§ **TASK STATEMENT**
Find the word "graph" in the records and copy every line where it occurs.

§ **SOURCE INFORMATION**
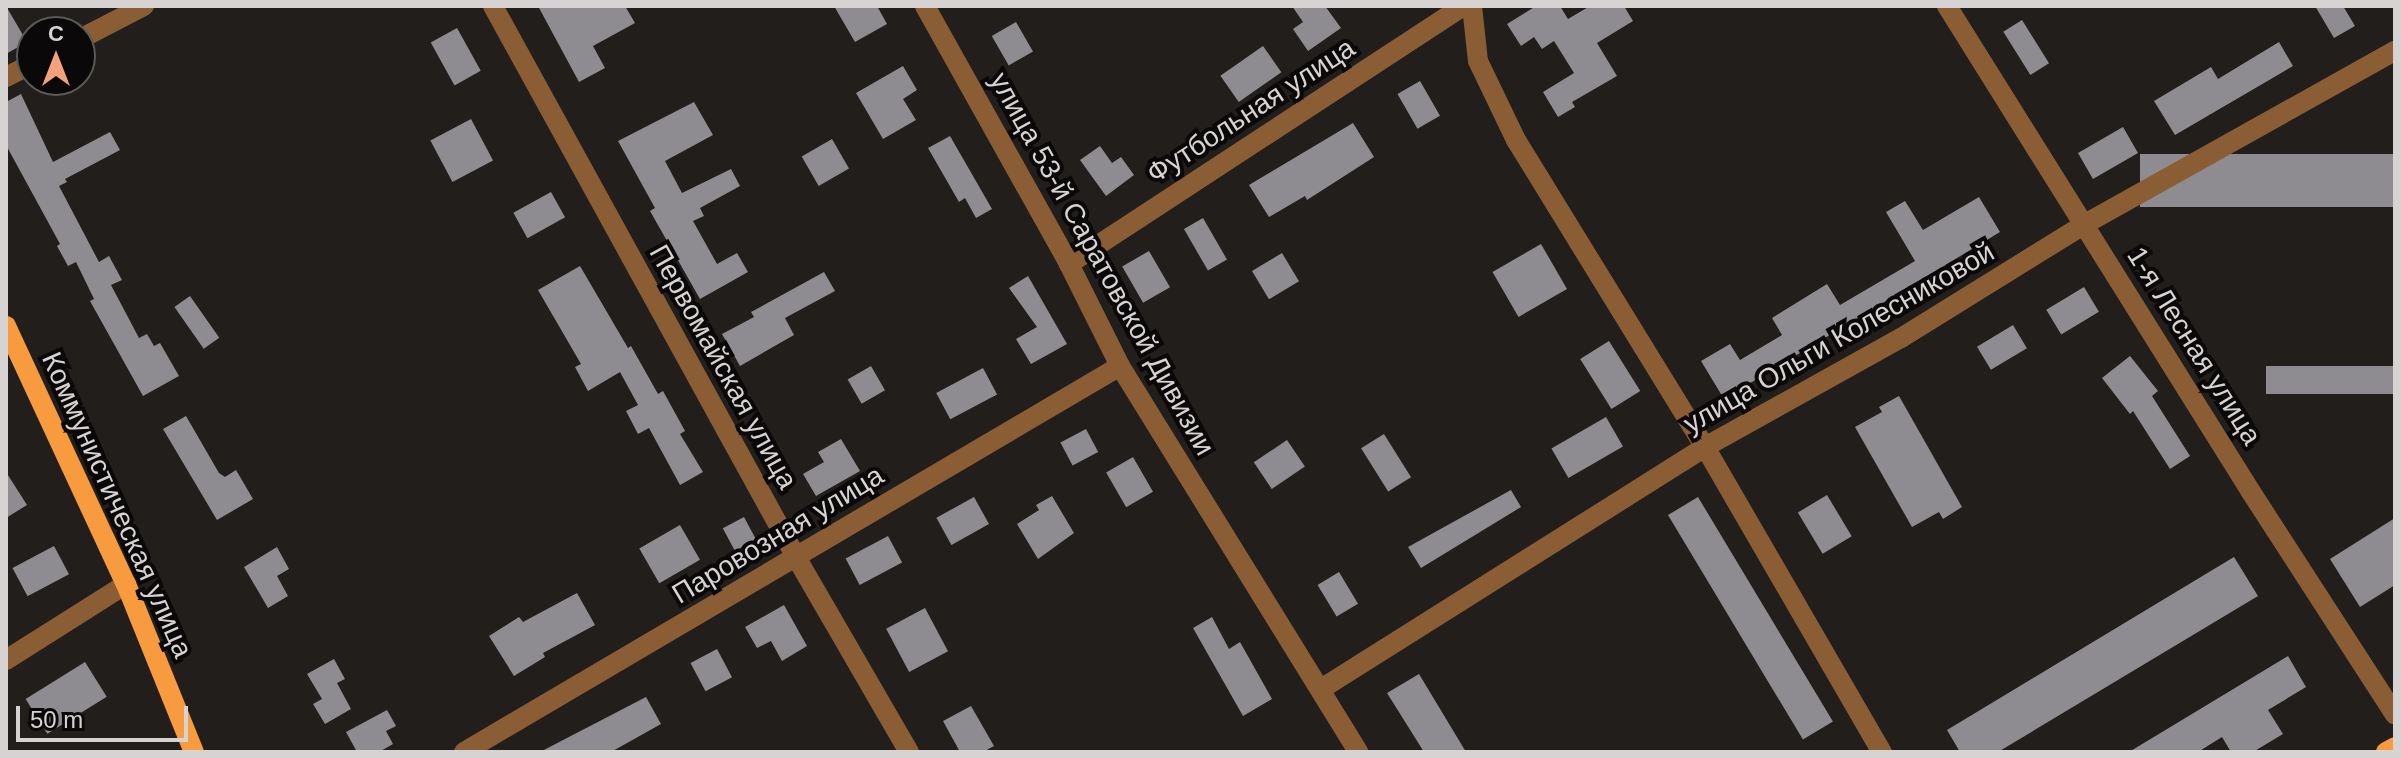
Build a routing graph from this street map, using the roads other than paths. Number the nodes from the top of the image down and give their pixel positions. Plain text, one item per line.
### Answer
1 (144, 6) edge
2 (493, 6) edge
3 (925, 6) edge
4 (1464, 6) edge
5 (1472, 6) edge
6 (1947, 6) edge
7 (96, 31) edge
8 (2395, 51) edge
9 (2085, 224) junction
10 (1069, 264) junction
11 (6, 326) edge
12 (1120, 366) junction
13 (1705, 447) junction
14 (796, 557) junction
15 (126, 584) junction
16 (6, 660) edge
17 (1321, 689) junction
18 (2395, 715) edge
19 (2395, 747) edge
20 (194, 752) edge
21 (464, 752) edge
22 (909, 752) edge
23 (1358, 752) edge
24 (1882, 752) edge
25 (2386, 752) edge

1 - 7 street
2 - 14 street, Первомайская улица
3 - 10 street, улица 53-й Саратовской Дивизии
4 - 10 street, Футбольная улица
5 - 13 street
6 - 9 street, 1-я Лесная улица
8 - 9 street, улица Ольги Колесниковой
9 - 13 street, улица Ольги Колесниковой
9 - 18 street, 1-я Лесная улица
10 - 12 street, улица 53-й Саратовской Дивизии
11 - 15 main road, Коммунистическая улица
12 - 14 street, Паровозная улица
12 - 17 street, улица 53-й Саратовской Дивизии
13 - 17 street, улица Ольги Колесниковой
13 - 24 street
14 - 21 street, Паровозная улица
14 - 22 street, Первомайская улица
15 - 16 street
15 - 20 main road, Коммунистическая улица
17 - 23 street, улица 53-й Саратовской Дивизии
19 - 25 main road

---

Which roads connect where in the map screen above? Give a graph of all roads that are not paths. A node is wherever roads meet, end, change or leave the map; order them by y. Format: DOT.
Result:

§ **EXERCISE RESPONSE**
Build a routing graph from this street map, using the roads other than paths. Number the nodes from the top of the image down and give their pixel positions. Plain text, one item per line.
Which roads connect where in the map screen above? Give a graph of all roads that are not paths. A node is wherever roads meet, end, change or leave the map; order them by y. Format: DOT.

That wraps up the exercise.